My name is Troy Hallisey, I’m from Westerly, Rhode Island.
I went to college at the University of Connecticut in Storrs. My sophomore year somebody that lived on my floor, that I became friends with, he decided to join a fraternity that somebody from his hometown was in and I knew. So he invited me to a party one night at that fraternity house, and I decided that I would go and check it out to see what it was like. We were playing beer pong and in walks in one of these brothers and he had long bleach blonde hair and was wearing his cool clothes like, he looked like one the Backstreet Boys, but it was like you know the year 2000 and so that was cool, and I was really interested in meeting him. So I was talking to the bleach blonde-haired guy and his name turned out to be Henry, which I thought was kind of strange because it was like a really old-fashioned name but he was like this really contemporary dude. He told me that everybody was really, really, really great and he wouldn’t have joined if they weren’t, so on his recommendation I decided to go ahead and do it.
And then we lived together in the fraternity house for a semester and, I don’t know, I noticed some things about him that I wasn’t sure about. He would often disappear at times for extended periods of time, and I noticed he wasn’t really looking well and at the time I suspected that he had a drug addiction, but I didn’t have the courage or the wherewithal to confront him about it or talk to him about it or help him in any way because, I mean I was like a depressed person myself, and I was drinking too much and what, you know, what right did I have to say anything about it.
So ultimately like I ended up graduating, I moved back home to Westerly, Rhode Island, and I decided to kind of finally be myself, like I learned in my fraternity that I should be myself, but I didn’t really practice it because I was afraid of how people would react and I came out to my friends and my family, I decided to go back to school for a do-over. Because I got kind of bad grades while I was at UConn. And I studied Art, I got my first boyfriend for two years, and I had a lot of gay friends and it was just like a really awesome positive experience.
It was my last semester, it was Thanksgiving eve 2006, my last semester at URI. I was kind of getting excited, I was working at a restaurant at the time. And I was working that night and I remember my friend Brian and I were both working and I was exhausted, and he kept nagging me that he wanted to go out after work and I was like, “No, no, no, I can’t go it’s like a 25-minute drive” and in the end he finally convinced me and I went and we got to the bar just before midnight. And as soon as I walked in, I saw this guy. And I was just instantly attracted to him and I was like, “I think I know him. I don’t know how I know him, but I know him.”
And I was thinking about it for about five minutes and then I finally said to my friend Brian, “Brian. Go up to him and ask him if his name is Henry.”
He’s like, “No, I can’t do that,” and I’m like, “Come on, just do it.”
So he finally agreed to do it, and we turned around to go do it and he was like gone, he had like disappeared. I was like, “Shit.”

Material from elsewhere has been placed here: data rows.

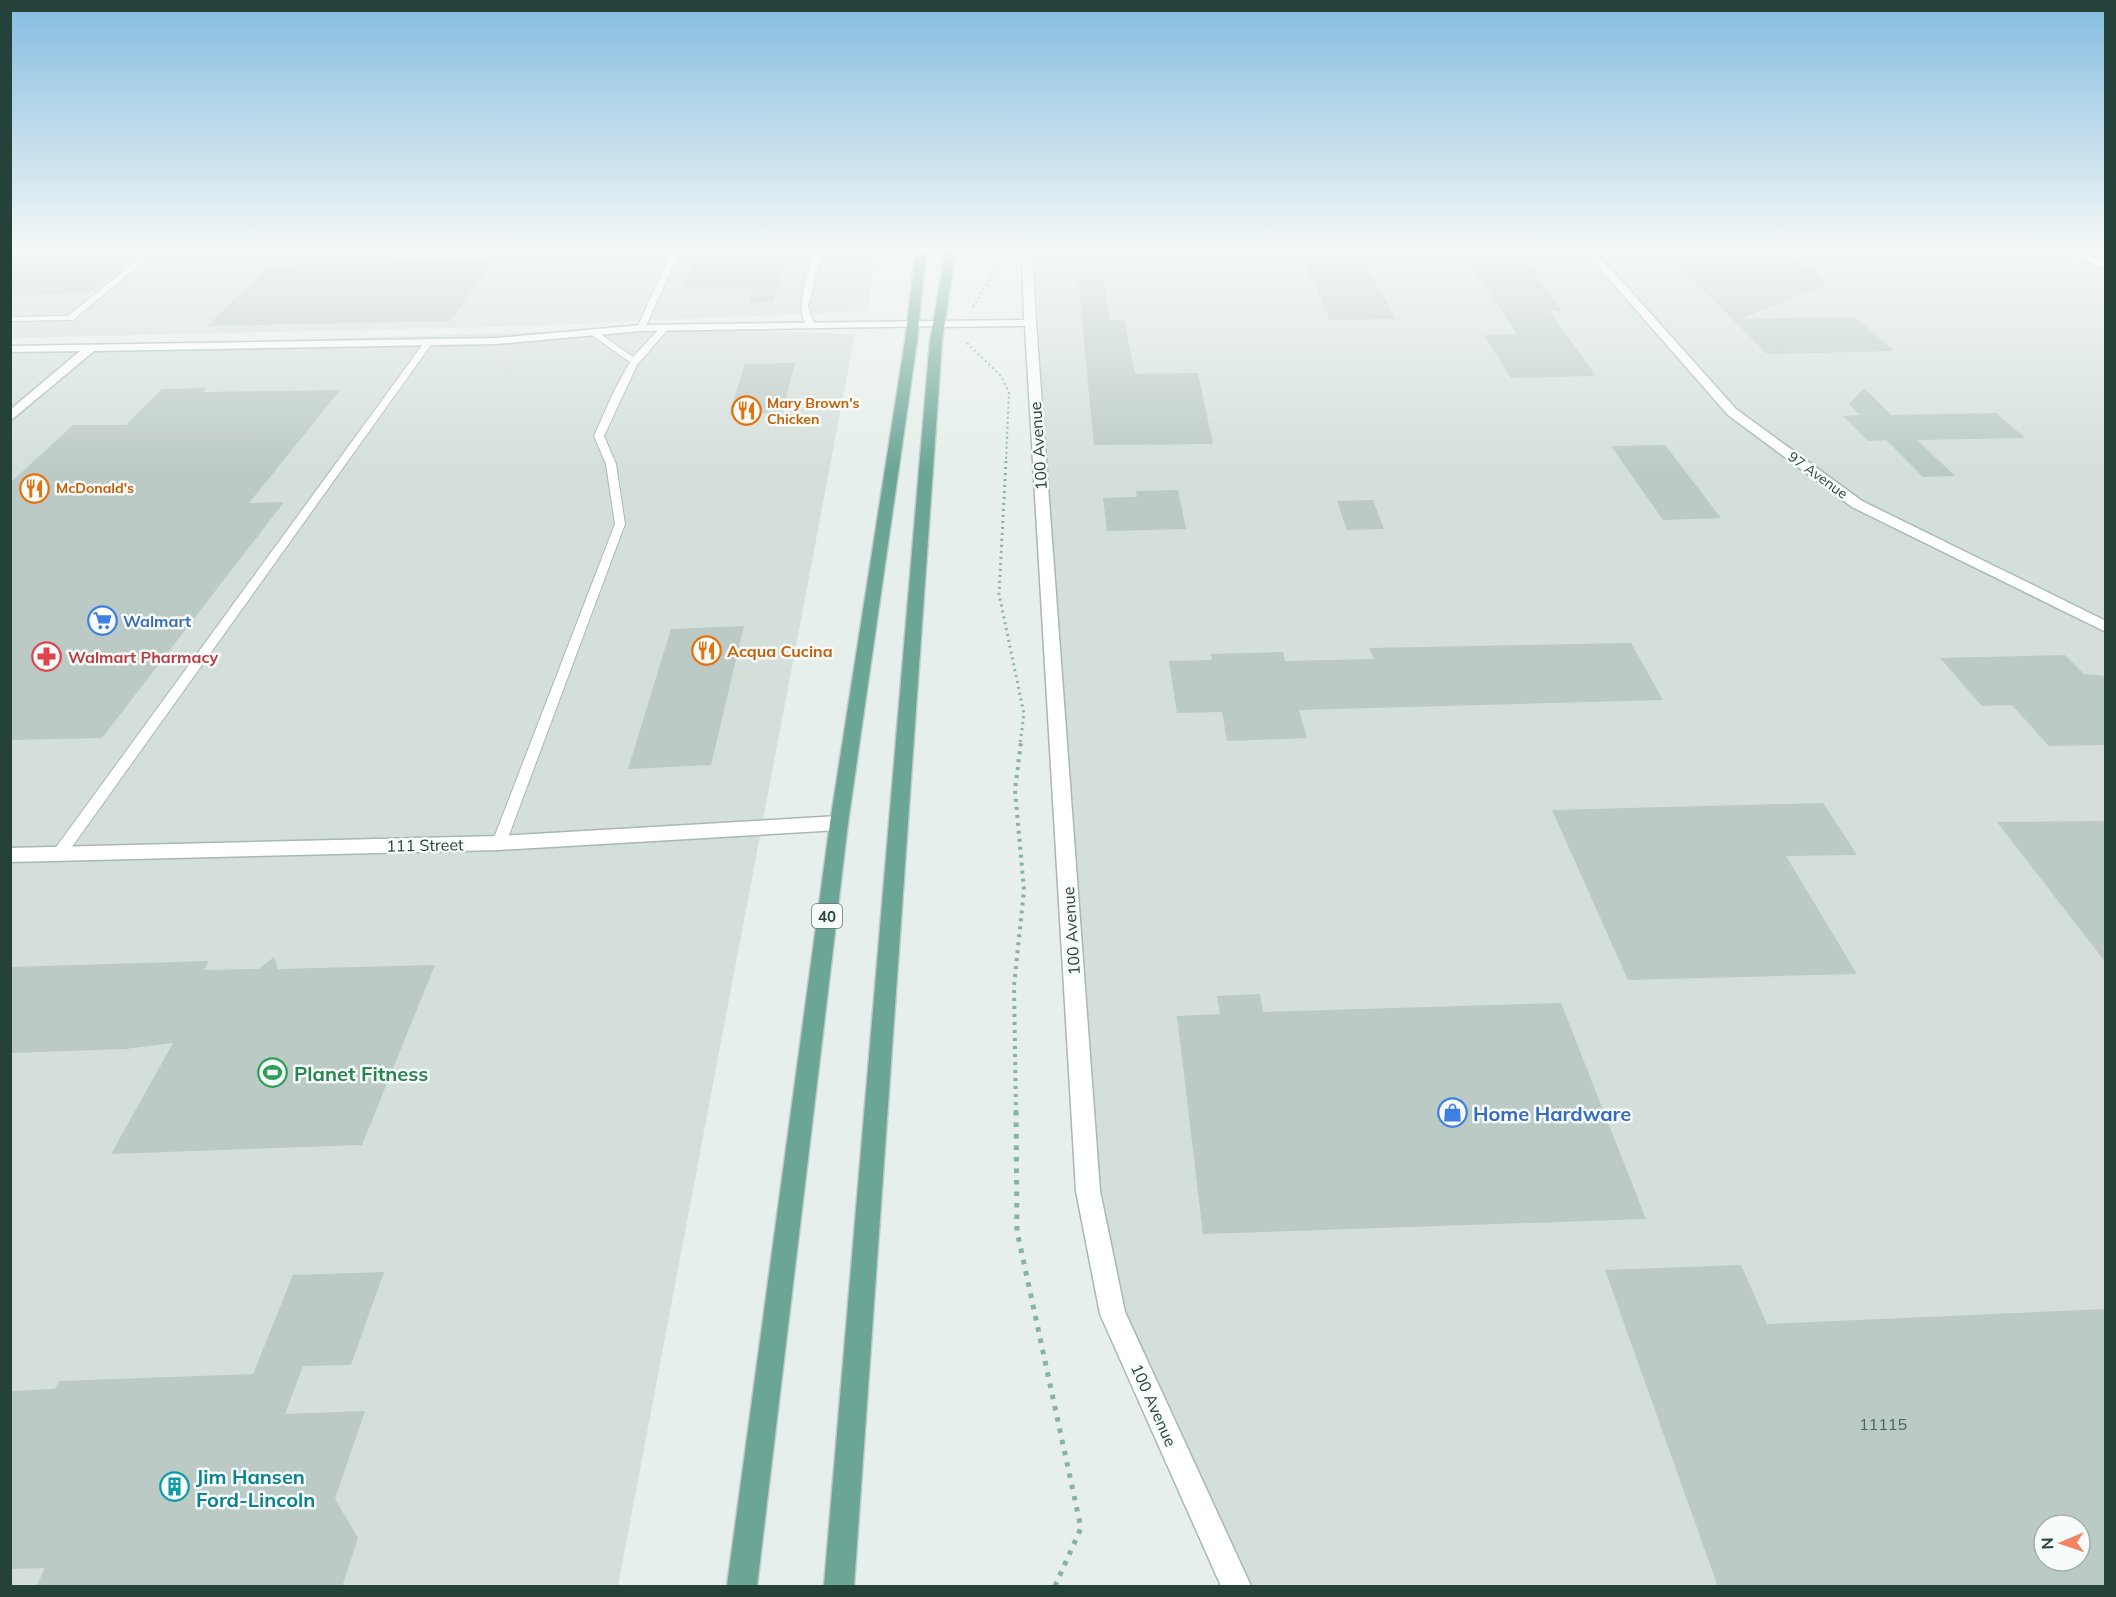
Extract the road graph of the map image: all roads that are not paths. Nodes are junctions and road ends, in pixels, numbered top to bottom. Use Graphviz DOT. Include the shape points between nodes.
graph roads {
  1 [pos="643,323"];
  2 [pos="810,323"];
  3 [pos="1030,323"];
  4 [pos="1653,323"];
  5 [pos="938,324"];
  6 [pos="913,325"];
  7 [pos="811,326"];
  8 [pos="641,328"];
  9 [pos="665,328"];
  10 [pos="593,333"];
  11 [pos="429,342"];
  12 [pos="92,348"];
  13 [pos="10,350"];
  14 [pos="632,360"];
  15 [pos="10,417"];
  16 [pos="2106,627"];
  17 [pos="839,823"];
  18 [pos="499,843"];
  19 [pos="59,854"];
  20 [pos="10,855"];
  21 [pos="742,1587"];
  22 [pos="839,1587"];
  23 [pos="1236,1587"];
  1 -- 8 [label="lane"];
  2 -- 7 [label="lane"];
  3 -- 5 [label="street"];
  3 -- 23 [label="street, 100 Avenue" via="1088,1191 1113,1314"];
  4 -- 16 [label="street, 97 Avenue" via="1732,412 1857,504"];
  5 -- 6 [label="street"];
  5 -- 22 [label="main road"];
  6 -- 7 [label="street"];
  6 -- 17 [label="main road, 40"];
  7 -- 9 [label="street"];
  8 -- 9 [label="street"];
  8 -- 10 [label="street"];
  9 -- 14 [label="lane"];
  10 -- 11 [label="street"];
  10 -- 14 [label="lane"];
  11 -- 12 [label="street"];
  11 -- 19 [label="lane"];
  12 -- 13 [label="street"];
  12 -- 15 [label="street"];
  14 -- 18 [label="lane" via="599,436 611,464 620,524"];
  17 -- 18 [label="street, 111 Street"];
  17 -- 21 [label="main road, 40"];
  18 -- 19 [label="street, 111 Street"];
  19 -- 20 [label="street, 111 Street"];
}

So I was like, “Oh, you know, he probably walked out with the back entrance” because the bar had this back patio and some stairs that went down into the street.
And so we decided to go out and see if he was out there. Brian and I were standing out there talking, and it was cold so we decided to go back in and right before I did I turned around to look at the staircase, and there he was just standing there and there was this spotlight lighting him up, lighting up the patio, but it was lighting him up. He saw me and looked at me and said, “Brother Troy.”
His friend Tia said, “Are you gay?”
And he answered for me, “Yes, he’s very, very gay.”
I think I replied something to the extent of, “Oh, it takes one to know one.”
And then we laughed and smoked a cigarette, and we were chatting and he gave me his phone number and I gave him mine.
A couple of days later, we went out on our first official date, and I got to know him better than I ever could have imagined. It turned out all of the times in college that he would disappear, he was actually going to visit his boyfriend that he kept in secret. And it turned out he did have a drug addiction, and that was the reason why he was even in my area in the first place. And he went to rehab there, and had gotten out, and decided to stay.
After a couple months of dating though, I realized something was going on. He started to not look well again, kind of like how he did when we were in college and it was becoming just really obvious that he had relapsed. And, you know, I couldn’t help him before, but now I had this new courage and I felt like I could help him. And I made it my mission to do so. Just one day I had enough, and I was like, “You know what, Henry, we’re done. This is it.”
And I broke up with him. He ended up in rehab after that, and it turned out to be a really positive thing, and I would go rehab and visit him once a week, and became an active part in his recovery.
We’ve been together now for ten years almost, and we got married six years ago, and we’ve had our ups and downs, but, you know, all in all we kind of stick to the basic strength of our relationship, which is a lasting lifelong friendship. The process of the ten years of our relationship has been such a learning experience for me, it’s tested all of my limits, and I know who I am more now than I ever have before.